Claes Oldenburg

thumb|Claes Oldenburg: Eistüte (Köln) Claes Oldenburg (* 28. Januar 1929 in Stockholm; lebt in New York), eigentlich Claes Thure Oldenburg, gehört neben Andy Warhol und Roy Lichtenstein zu den bedeutendsten Vertretern des amerikanischen Pop Art. Besonders bekannt wurde er durch Skulpturen, die aus "banalen" Werkstoffen hergestellt waren oder subtile Alltagsgegenstände darstellten.

Claes Oldenburg arbeitete bis 1952 als Journalist und belegte dann einen Kurs am Art Institute in Chicago. Seine ersten Bilder waren stark von Abstrakten Expressionismus geprägt, blieben aber weitgehend darstellend.

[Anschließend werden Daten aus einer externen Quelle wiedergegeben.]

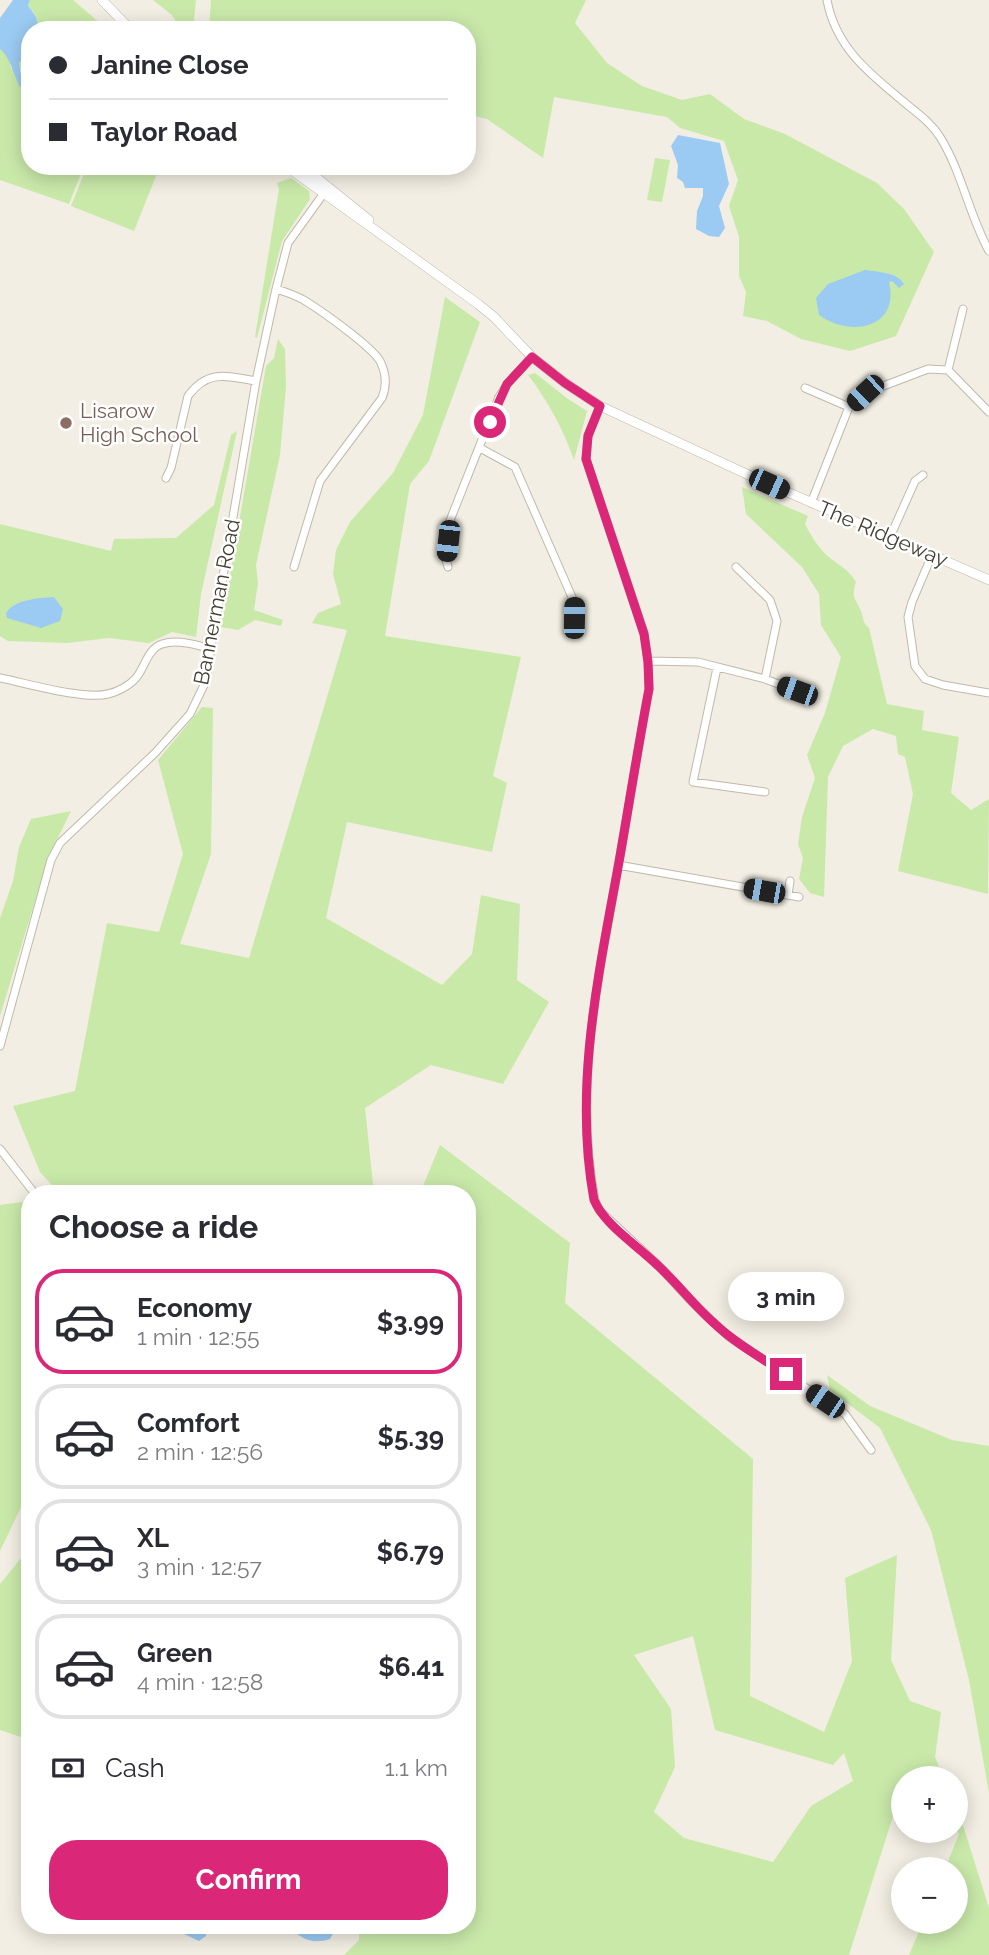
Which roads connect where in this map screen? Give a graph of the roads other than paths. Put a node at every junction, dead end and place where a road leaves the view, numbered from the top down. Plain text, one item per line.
1 (102, 0) edge
2 (827, 0) edge
3 (122, 21) edge
4 (299, 175) edge
5 (313, 175) edge
6 (320, 181) junction
7 (324, 193) junction
8 (392, 241) junction
9 (989, 251) edge
10 (276, 289) junction
11 (963, 309) dead end
12 (532, 357) junction
13 (948, 370) junction
14 (256, 381) junction
15 (805, 388) dead end
16 (600, 406) junction
17 (849, 407) junction
18 (989, 412) edge
19 (480, 447) junction
20 (923, 475) dead end
21 (166, 478) dead end
22 (811, 503) junction
23 (890, 537) junction
24 (932, 555) junction
25 (294, 567) dead end
26 (448, 567) dead end
27 (737, 567) dead end
28 (989, 580) edge
29 (574, 618) dead end
30 (210, 648) junction
31 (648, 662) junction
32 (717, 668) junction
33 (0, 678) edge
34 (765, 679) junction
35 (797, 691) dead end
36 (989, 692) edge
37 (765, 792) dead end
38 (618, 865) junction
39 (790, 881) dead end
40 (788, 895) junction
41 (799, 897) dead end
42 (0, 1046) edge
43 (0, 1149) edge
44 (28, 1185) edge
45 (871, 1450) dead end

1 - 3 street
2 - 9 street
4 - 7 street, The Ridgeway
5 - 6 street, The Ridgeway
6 - 7 street
6 - 8 street, The Ridgeway
7 - 8 street, The Ridgeway
7 - 10 street, Bannerman Road
8 - 12 street, The Ridgeway
10 - 14 street, Bannerman Road
10 - 25 street
11 - 13 street
12 - 16 street, The Ridgeway
12 - 19 street
13 - 17 street
13 - 18 street
14 - 21 street
14 - 30 street, Bannerman Road
15 - 17 street
16 - 22 street, The Ridgeway
16 - 31 street
17 - 22 street
19 - 26 street
19 - 29 street
20 - 23 street
22 - 23 street, The Ridgeway
23 - 24 street, The Ridgeway
24 - 28 street, The Ridgeway
24 - 36 street
27 - 34 street
30 - 33 street
30 - 42 street, Bannerman Road
31 - 32 street
31 - 38 street
32 - 34 street
32 - 37 street
34 - 35 street
38 - 40 street
38 - 45 street
39 - 40 street
40 - 41 street
43 - 44 street

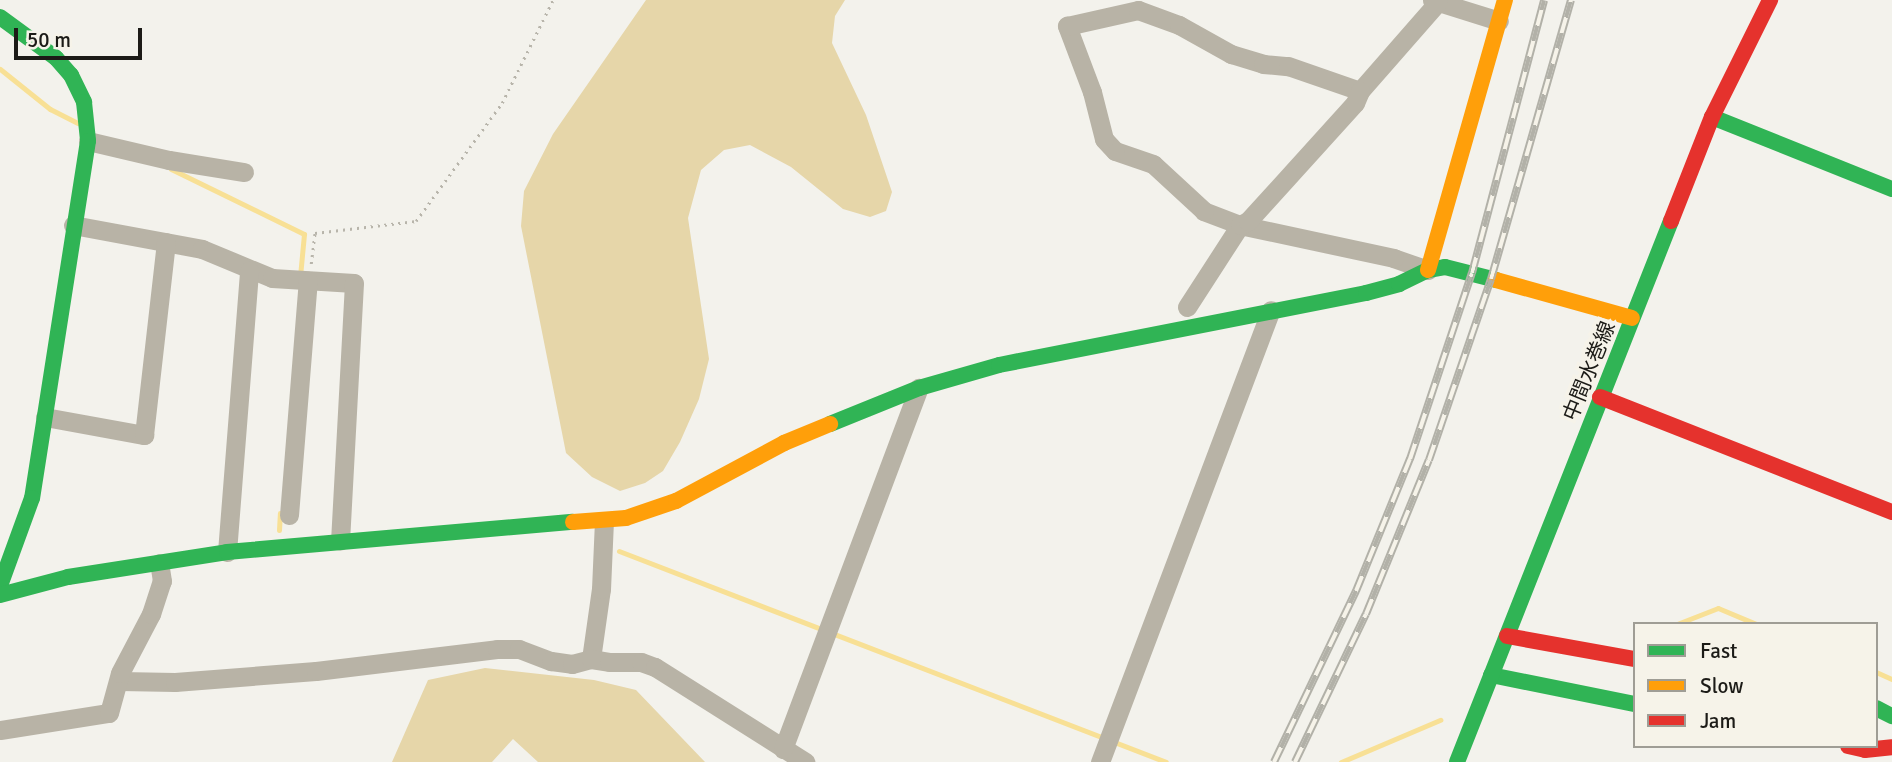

Seine Begeisterung für Collagen und Objekte wurde vor allem durch die Bekanntschaft mit Happening-Künstlern wie Allan Kaprow, Red Grooms, Lucas Samaras und George Segal beeinflusst.

Beginnend 1958 fertigte Oldenburg Assemblagen aus Pappmaché und verschiedenen Abfallprodukten an (sehr häufig verschiedene Stoffe), die er in einer grellen Farbigkeit und Verfremdung verarbeitete. Seit 1965 konzentrierte sich Claes Oldenburg auf Kolossalobjekte, in denen er Alltagsgegenstände durch Monumentalisierung verfremdet. 1982 fertigte er etwa eine 12 Meter hohe Spitzhacke für die Documenta in Kassel. Bekannt ist auch die in Frankfurt am Main am Fuß des 208 m hohen Bürohochhauses Westendstraße 1 positionierte überdimensionale, mehr als 10 m hohe nach oben "flatternde" Krawatte, die eine gelungene Persiflage auf die darin arbeitenden, immer korrekt gekleideten Banker und Büromenschen darstellt.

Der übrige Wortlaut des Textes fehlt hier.